Through sustainable, cutting-edge development, Lyon has become an essential European tourist destination in barely two decades. Boasting 2,000 years of history, for which it is recognised by UNESCO, the city is long established as France’s capital of gastronomy, and lays claim to being the continent’s cradle of silk and cinema. The annual Festival of Lights, which attracts around three million visitors over four days, is another major reason why tourism has boomed, becoming a €1 billion-a-year industry.
Lyon has won several accolades for accessibility — including the 2017 Access City Award — having put its plan at the centre of urban life. Visitors with disabilities and reduced mobility can move around the city with complete autonomy, taking advantage of a completely adapted transport network and smart signage. Lyon’s museums offer adapted tours — those with hearing impairments are allowed to touch works of art — and many restaurants provide speaking menus.

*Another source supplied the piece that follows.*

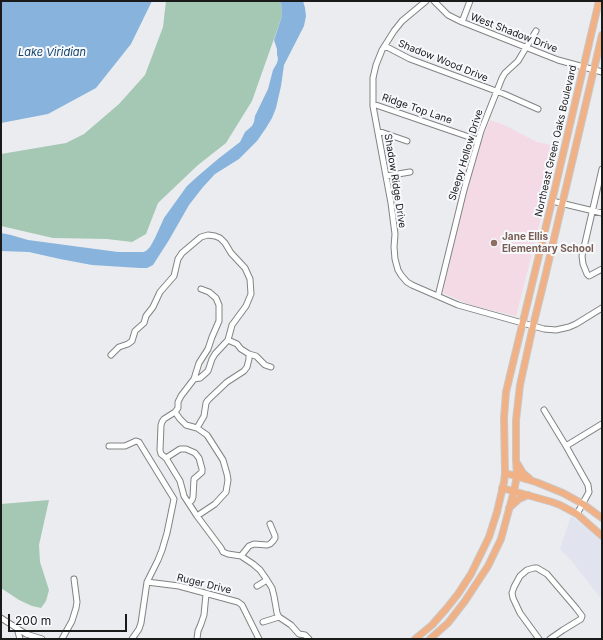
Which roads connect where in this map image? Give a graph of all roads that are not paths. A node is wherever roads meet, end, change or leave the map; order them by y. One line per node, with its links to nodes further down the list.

This year, 40,000 visitors to the city experienced the benefits of the Lyon City Card, which provides users with free public transport, entrance to 23 museums and other attractions, discounts and more. In future, visitors will be able to take advantage of the ONLYLYON Experience, receiving live geo-located tourist information direct to their smartphones to reduce congestion.
A city where sustainability and culinary traditions go hand in hand
Lyon-Saint-Exupery is one of 25 airports in just nine countries to be classed as carbon neutral, and sustainable development is one of the city’s main priorities. An example of this is the ‘Lyon, Ville Equitable et Durable’ label which identifies companies, shops, producers and events encouraging responsible consumption. Artists taking part in the Festival of Lights, meanwhile, are rewarded for taking a sustainable approach to their installations.
Food is an important part of Lyon life, and the city’s culinary heritage has been used to create a TV film, web series and website dedicated to the mysterious Chef Factory culinary school, whose alumni and former teachers include Paul Bocuse and Eugenie Brazier. If you’re visiting Lyon to taste its gastronomic delights, look out for the ‘Bouchons Lyonnais’ quality label — 100,000 Chef Factory wooden spoons have been handed out in 10 cities around the world. This mark guarantees the restaurateurs follow strict traditions, serving local dishes in a convivial environment.
Once you’ve eaten, you can walk off lunch by meandering through the Traboules (historic secret passages dotted around the city), or check out the UNESCO-listed Painted Murals. Both experiences can be enhanced using augmented reality apps.